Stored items
______________________________

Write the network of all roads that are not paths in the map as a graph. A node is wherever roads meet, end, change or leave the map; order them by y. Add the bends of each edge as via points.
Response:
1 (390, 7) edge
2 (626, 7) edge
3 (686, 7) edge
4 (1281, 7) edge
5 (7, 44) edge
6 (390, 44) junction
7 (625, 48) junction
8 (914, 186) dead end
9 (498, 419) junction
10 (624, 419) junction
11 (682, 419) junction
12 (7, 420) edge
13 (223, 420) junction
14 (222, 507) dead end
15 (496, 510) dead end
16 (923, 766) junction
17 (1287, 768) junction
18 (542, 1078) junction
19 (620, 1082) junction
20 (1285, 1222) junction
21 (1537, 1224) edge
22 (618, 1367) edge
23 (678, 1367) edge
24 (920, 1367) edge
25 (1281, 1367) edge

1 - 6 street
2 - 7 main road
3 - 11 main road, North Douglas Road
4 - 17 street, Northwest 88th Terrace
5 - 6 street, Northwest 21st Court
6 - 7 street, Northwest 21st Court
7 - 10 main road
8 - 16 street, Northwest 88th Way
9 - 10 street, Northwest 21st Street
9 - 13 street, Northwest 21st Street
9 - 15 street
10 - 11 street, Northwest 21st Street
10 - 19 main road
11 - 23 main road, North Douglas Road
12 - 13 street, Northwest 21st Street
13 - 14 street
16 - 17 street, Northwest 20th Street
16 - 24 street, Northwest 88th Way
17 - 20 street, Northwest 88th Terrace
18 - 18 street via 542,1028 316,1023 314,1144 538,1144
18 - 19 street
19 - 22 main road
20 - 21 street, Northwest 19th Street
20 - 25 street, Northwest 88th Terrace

______________________________

Go through the records above and copy every line holding the word "main".

SOLUTION FOR THIS EXERCISE:
2 - 7 main road
3 - 11 main road, North Douglas Road
7 - 10 main road
10 - 19 main road
11 - 23 main road, North Douglas Road
19 - 22 main road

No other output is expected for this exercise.